● **The problem**: Which lines in the data below contain the word "every"? Copy each of them.

+ + + +

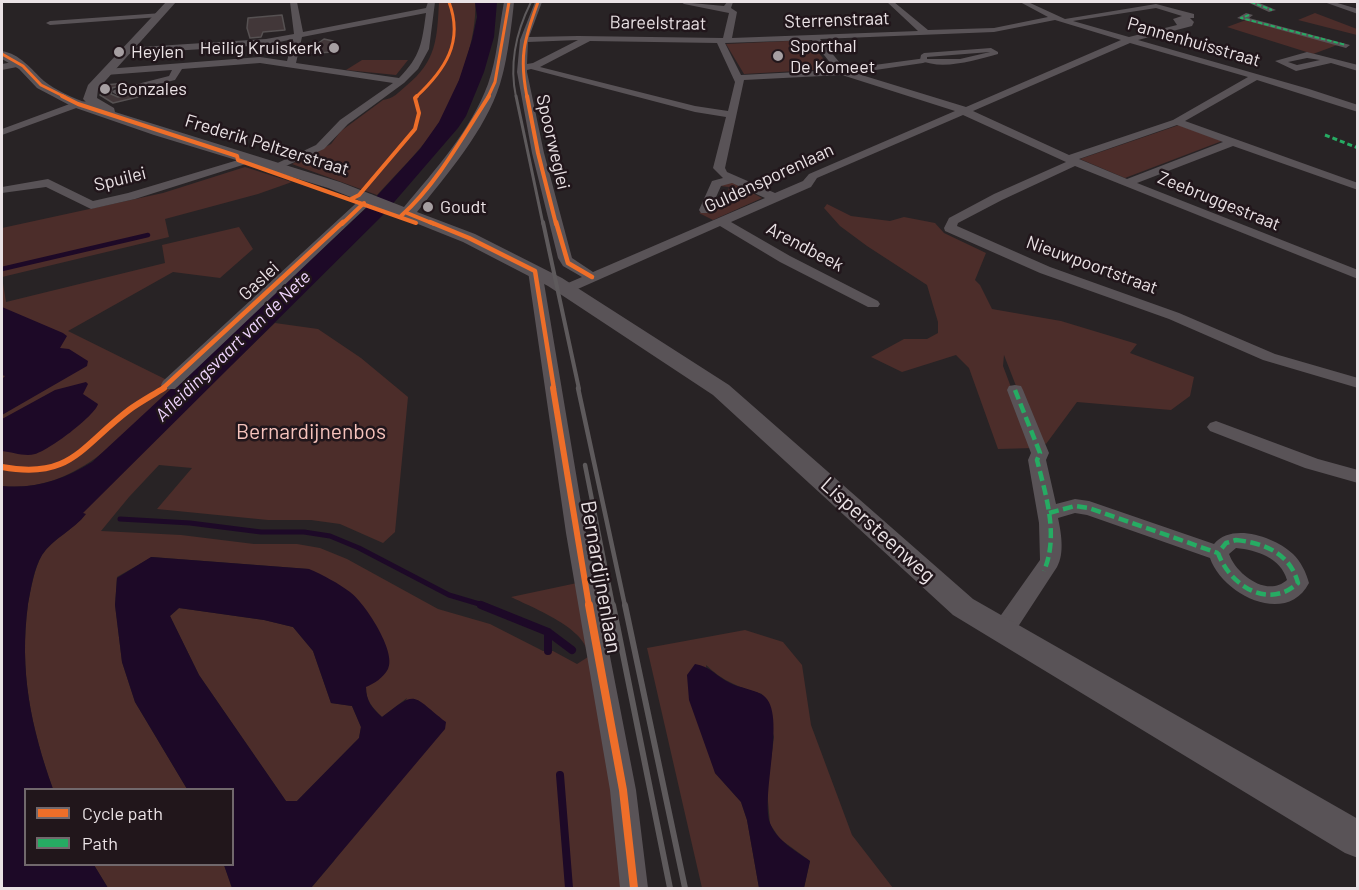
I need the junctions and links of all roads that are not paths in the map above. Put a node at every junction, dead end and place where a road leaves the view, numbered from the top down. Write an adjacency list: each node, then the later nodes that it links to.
1 (171, 2): 14 (street)
2 (292, 2): 21 (street)
3 (509, 2): 64 (street)
4 (538, 2): 24 (street, Spoorweglei)
5 (684, 2): 10 (street)
6 (890, 2): 20 (street)
7 (1023, 2): 17 (street, Pannenhuisstraat)
8 (1251, 2): 12 (street)
9 (1328, 2): 13 (street)
10 (729, 5): 25 (street)
11 (430, 6): 21 (street); 46 (street)
12 (1272, 10)
13 (1358, 12)
14 (159, 15): 18 (street); 30 (street)
15 (1198, 16): 17 (street, Sterrenstraat)
16 (1242, 18): 29 (street)
17 (1059, 20): 20 (street, Sterrenstraat); 26 (street, Pannenhuisstraat)
18 (50, 23)
19 (1182, 25): 26 (street, Guldensporenlaan)
20 (926, 33): 22 (street, Sterrenstraat)
21 (298, 36): 28 (street); 37 (street)
22 (814, 37): 25 (street, Sterrenstraat); 43 (street)
23 (588, 39): 24 (street, Bareelstraat); 25 (street, Bareelstraat); 40 (street, Bareelstraat)
24 (524, 40): 40 (street, Spoorweglei)
25 (723, 40): 45 (street)
26 (1129, 40): 44 (street, Pannenhuisstraat); 50 (street, Guldensporenlaan)
27 (1358, 41): 29 (street)
28 (266, 42): 30 (street); 33 (street)
29 (1346, 45): 32 (street)
30 (125, 51): 42 (street)
31 (2, 54): 36 (street, Frederik Peltzerstraat)
32 (1315, 56): 35 (street); 35 (street)
33 (260, 60): 37 (street); 38 (street)
34 (923, 60): 34 (street); 43 (street)
35 (1332, 60): 41 (street)
36 (19, 64): 39 (street); 48 (street, Frederik Peltzerstraat)
37 (291, 65): 46 (street)
38 (179, 66): 42 (street); 47 (street)
39 (2, 67)
40 (528, 67): 51 (street); 69 (street, Spoorweglei)
41 (1358, 68)
42 (106, 72): 48 (street)
43 (843, 72): 45 (street); 50 (street, Zeebruggestraat)
44 (1255, 77): 49 (street, Pannenhuisstraat); 52 (street)
45 (739, 78): 51 (street)
46 (400, 81): 57 (street)
47 (117, 92)
48 (85, 100): 53 (street); 55 (street, Frederik Peltzerstraat)
49 (1358, 109)
50 (965, 111): 56 (street, Zeebruggestraat); 62 (street, Guldensporenlaan)
51 (732, 115): 58 (street)
52 (1177, 122): 54 (street); 56 (street)
53 (2, 132)
54 (1233, 142): 59 (street); 60 (street)
55 (248, 160): 57 (street, Frederik Peltzerstraat); 61 (street, Spuilei)
56 (1072, 160): 59 (street, Zeebruggestraat); 72 (street, Nieuwpoortstraat)
57 (275, 167): 63 (street, Frederik Peltzerstraat)
58 (732, 179): 62 (street); 65 (street)
59 (1126, 183): 68 (street, Zeebruggestraat)
60 (1358, 187)
61 (2, 190)
62 (775, 198): 66 (street, Guldensporenlaan)
63 (371, 199): 64 (street, Frederik Peltzerstraat); 73 (street, Gaslei)
64 (398, 209): 67 (street, Lispersteenweg)
65 (705, 210)
66 (720, 221): 69 (street, Guldensporenlaan); 71 (street, Arendbeek)
67 (535, 271): 70 (street, Lispersteenweg); 81 (street, Bernardijnenlaan)
68 (1358, 275)
69 (592, 277): 70 (street)
70 (566, 289): 79 (street, Lispersteenweg)
71 (873, 304)
72 (1358, 383)
73 (169, 385)
74 (1015, 390): 77 (street)
75 (1216, 427): 76 (street)
76 (1358, 477)
77 (1049, 513): 78 (street); 79 (street)
78 (1218, 553)
79 (1002, 632): 80 (street, Lispersteenweg)
80 (1358, 840)
81 (634, 888)

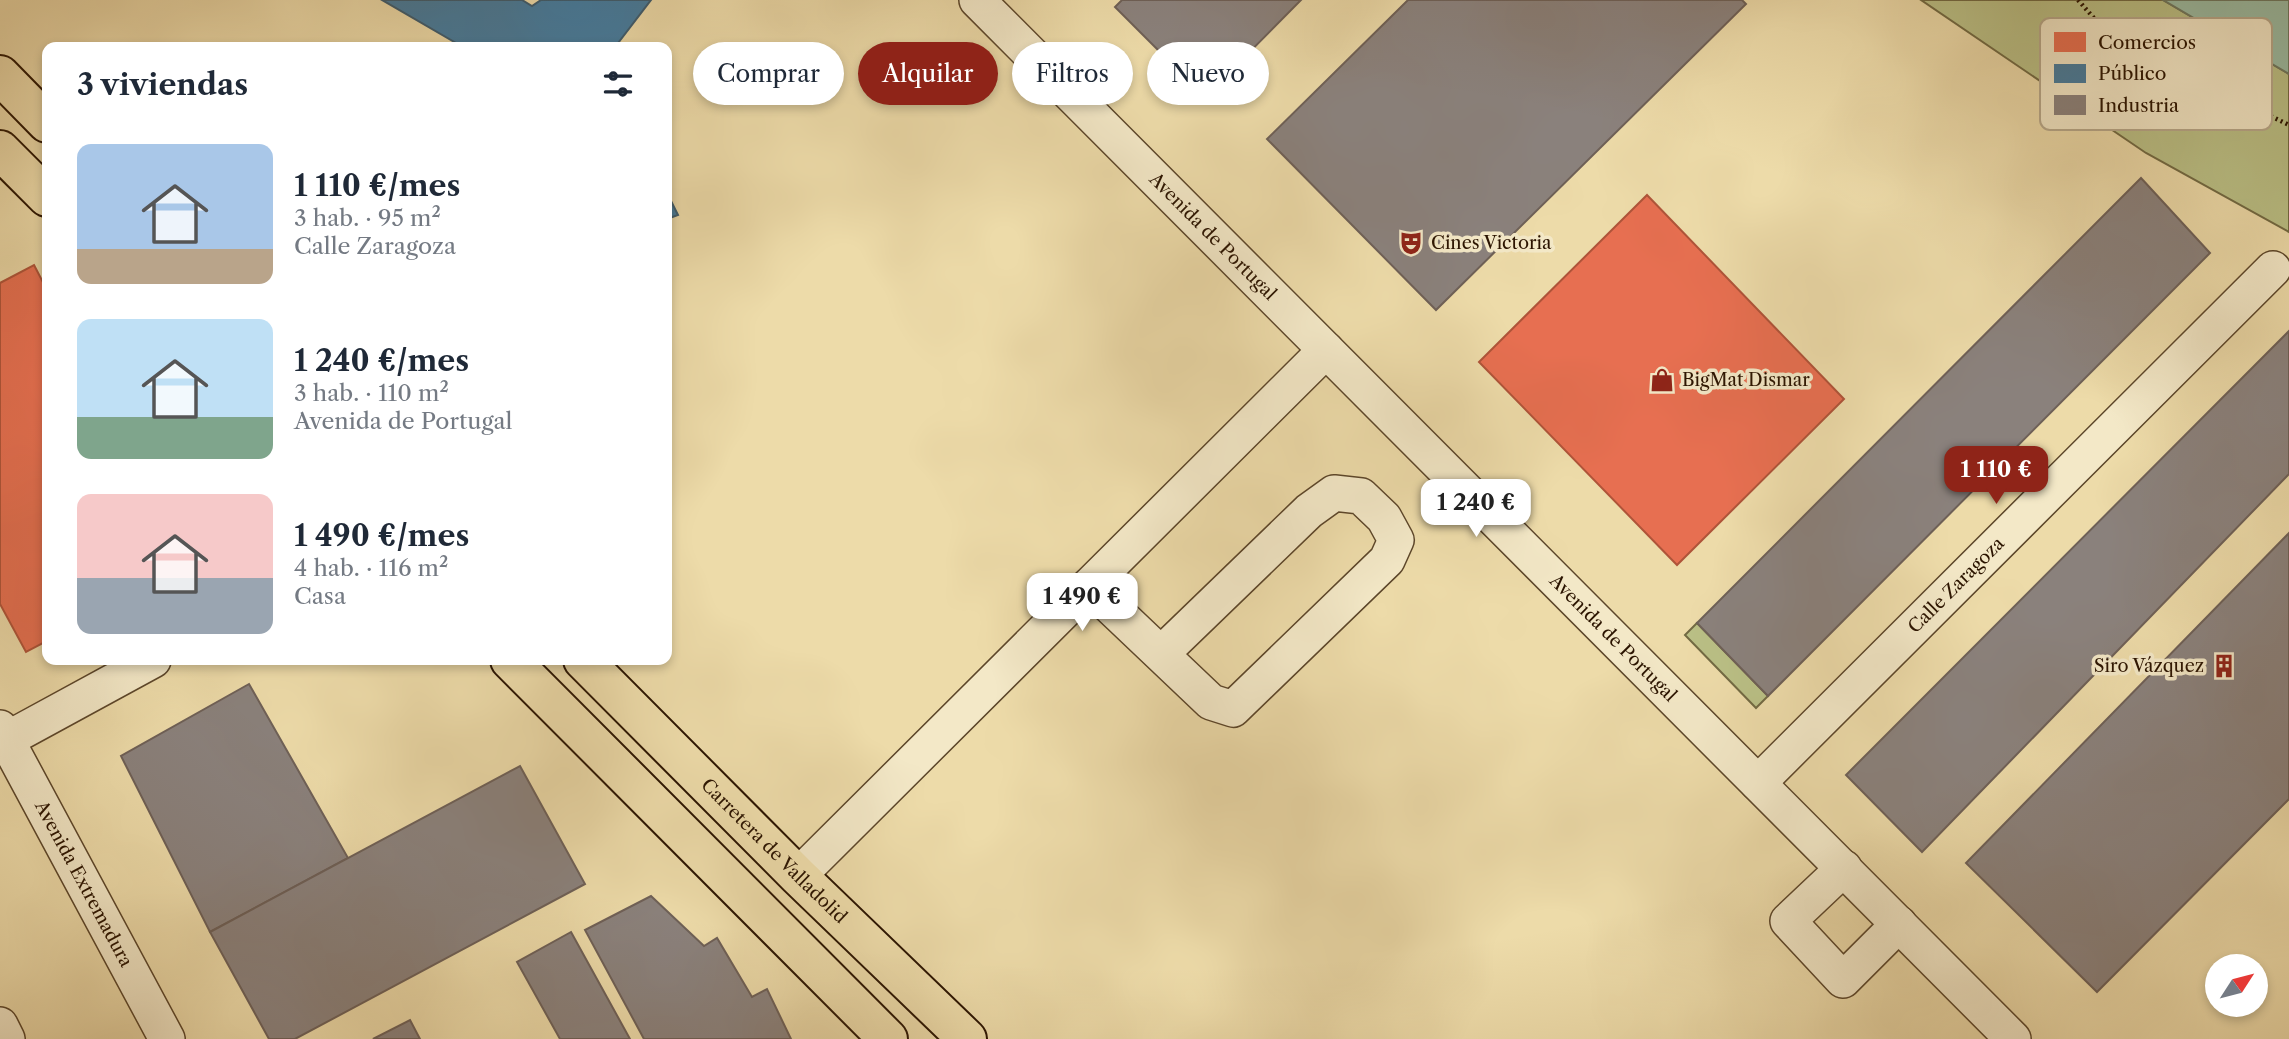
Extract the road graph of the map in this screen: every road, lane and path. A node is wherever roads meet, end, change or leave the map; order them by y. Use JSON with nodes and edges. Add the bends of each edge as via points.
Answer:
{"nodes":[{"id":1,"x":977,"y":0,"type":"edge"},
{"id":2,"x":2078,"y":0,"type":"edge"},
{"id":3,"x":2094,"y":18,"type":"edge"},
{"id":4,"x":0,"y":75,"type":"edge"},
{"id":5,"x":2272,"y":117,"type":"edge"},
{"id":6,"x":42,"y":118,"type":"edge"},
{"id":7,"x":2289,"y":125,"type":"edge"},
{"id":8,"x":0,"y":150,"type":"edge"},
{"id":9,"x":42,"y":192,"type":"edge"},
{"id":10,"x":2273,"y":269,"type":"dead end"},
{"id":11,"x":1326,"y":349,"type":"junction"},
{"id":12,"x":1089,"y":586,"type":"junction"},
{"id":13,"x":1161,"y":654,"type":"junction"},
{"id":14,"x":143,"y":665,"type":"edge"},
{"id":15,"x":515,"y":665,"type":"edge"},
{"id":16,"x":588,"y":665,"type":"edge"},
{"id":17,"x":3,"y":734,"type":"edge"},
{"id":18,"x":1758,"y":783,"type":"junction"},
{"id":19,"x":1843,"y":868,"type":"junction"},
{"id":20,"x":799,"y":876,"type":"junction"},
{"id":21,"x":1899,"y":924,"type":"junction"},
{"id":22,"x":0,"y":1025,"type":"edge"},
{"id":23,"x":7,"y":1039,"type":"edge"},
{"id":24,"x":167,"y":1039,"type":"edge"},
{"id":25,"x":888,"y":1039,"type":"edge"},
{"id":26,"x":967,"y":1039,"type":"edge"},
{"id":27,"x":2014,"y":1039,"type":"edge"}],
"edges":[{"from":1,"to":11,"type":"street","name":"Avenida de Portugal"},
{"from":2,"to":3,"type":"path"},
{"from":4,"to":6,"type":"highway"},
{"from":5,"to":7,"type":"path"},
{"from":8,"to":9,"type":"highway"},
{"from":10,"to":18,"type":"street","name":"Calle Zaragoza"},
{"from":11,"to":12,"type":"street"},
{"from":11,"to":18,"type":"street","name":"Avenida de Portugal"},
{"from":12,"to":13,"type":"street"},
{"from":12,"to":20,"type":"street"},
{"from":13,"to":13,"type":"street","via":[[1211,702],[1233,709],[1387,560],[1396,540],[1384,518],[1361,496],[1334,493],[1309,511]]},
{"from":14,"to":17,"type":"street"},
{"from":15,"to":25,"type":"highway"},
{"from":16,"to":20,"type":"highway","name":"Carretera de Valladolid"},
{"from":17,"to":24,"type":"street","name":"Avenida Extremadura"},
{"from":18,"to":19,"type":"street","name":"Avenida de Portugal"},
{"from":19,"to":21,"type":"street","name":"Avenida de Portugal"},
{"from":19,"to":21,"type":"street","via":[[1788,920],[1843,980]]},
{"from":20,"to":26,"type":"highway","name":"Carretera de Valladolid"},
{"from":21,"to":27,"type":"street","name":"Avenida de Portugal"},
{"from":22,"to":23,"type":"street"}]}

+ + + +

● **Finished exercise**:
I need the junctions and links of all roads that are not paths in the map above. Put a node at every junction, dead end and place where a road leaves the view, numbered from the top down. Write an adjacency list: each node, then the later nodes that it links to.
Extract the road graph of the map in this screen: every road, lane and path. A node is wherever roads meet, end, change or leave the map; order them by y. Use JSON with nodes and edges. Add the bends of each edge as via points.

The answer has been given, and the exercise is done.